Codecs and Pipelines: v2 Compressors vs v3 Codec Chains
Mix.install([
{:ex_zarr, path: Path.join(__DIR__, "../..")},
{:kino, "~> 0.13"}
])
Introduction
Compression is critical for Zarr arrays — it reduces storage costs, speeds up I/O, and enables working with larger datasets. Zarr v2 uses simple compressors. Zarr v3 introduces codec pipelines: composable, multi-stage transformations. This livebook explores both approaches, when to use each codec, and how to measure compression effectiveness.
What you’ll learn:
- Zarr v2 compressor model (single-stage)

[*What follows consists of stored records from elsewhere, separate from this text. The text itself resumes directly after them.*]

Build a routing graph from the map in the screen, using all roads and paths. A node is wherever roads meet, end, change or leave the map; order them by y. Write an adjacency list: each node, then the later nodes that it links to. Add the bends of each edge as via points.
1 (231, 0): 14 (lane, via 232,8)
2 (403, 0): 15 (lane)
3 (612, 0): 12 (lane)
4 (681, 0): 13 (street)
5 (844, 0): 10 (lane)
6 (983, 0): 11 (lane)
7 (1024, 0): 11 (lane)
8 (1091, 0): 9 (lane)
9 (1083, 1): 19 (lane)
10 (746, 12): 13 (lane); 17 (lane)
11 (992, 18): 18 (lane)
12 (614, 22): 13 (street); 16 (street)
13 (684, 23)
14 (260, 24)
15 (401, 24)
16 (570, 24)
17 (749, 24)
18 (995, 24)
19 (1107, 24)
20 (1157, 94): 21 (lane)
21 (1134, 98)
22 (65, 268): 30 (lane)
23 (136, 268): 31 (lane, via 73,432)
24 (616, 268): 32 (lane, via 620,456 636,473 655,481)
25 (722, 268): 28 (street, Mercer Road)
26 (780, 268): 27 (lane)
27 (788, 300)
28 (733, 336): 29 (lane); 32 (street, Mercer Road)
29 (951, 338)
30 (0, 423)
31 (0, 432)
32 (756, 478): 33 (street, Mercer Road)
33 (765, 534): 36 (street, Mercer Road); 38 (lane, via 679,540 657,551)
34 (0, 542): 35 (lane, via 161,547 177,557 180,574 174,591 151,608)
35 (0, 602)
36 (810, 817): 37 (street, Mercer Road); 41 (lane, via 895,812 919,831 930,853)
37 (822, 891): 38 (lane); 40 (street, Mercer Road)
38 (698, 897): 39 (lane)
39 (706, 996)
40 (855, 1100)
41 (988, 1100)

- Zarr v3 codec pipelines (multi-stage)
- Common codecs: gzip, zstd, zlib, blosc
- Compression ratio vs speed trade-offs
- Choosing codecs for different data types
- Measuring compression effectiveness
Core principle: Chunks compress independently. This enables parallel compression, but also means codecs can’t exploit inter-chunk patterns.
Setup
alias ExZarr.Array
alias ExZarr.Gallery.{Pack, SampleData, Metrics}
Zarr v2: Simple Compressors
In Zarr v2, each chunk goes through a single compressor:
graph LR
A[Raw Chunk Data] --> B[Compressor<br/>e.g. zstd, gzip]
B --> C[Compressed Chunk]
C --> D[Storage]
style A fill:#e1f5ff
style B fill:#fff9c4
style C fill:#c8e6c9
style D fill:#f3e5f5
Simple and effective: For most use cases, a single compressor is enough. v2 supports:
-
gzip- Widely compatible, moderate speed -
zlib- Similar to gzip, slightly different format -
zstd- Faster, better ratios, modern choice -
blosc- Optimized for numerical data, multiple algorithms -
lz4- Extremely fast, lower compression ratio
Zarr v3: Codec Pipelines
Zarr v3 allows chaining codecs into pipelines:
graph LR
A[Raw Chunk Data] --> B[Codec 1<br/>Transpose]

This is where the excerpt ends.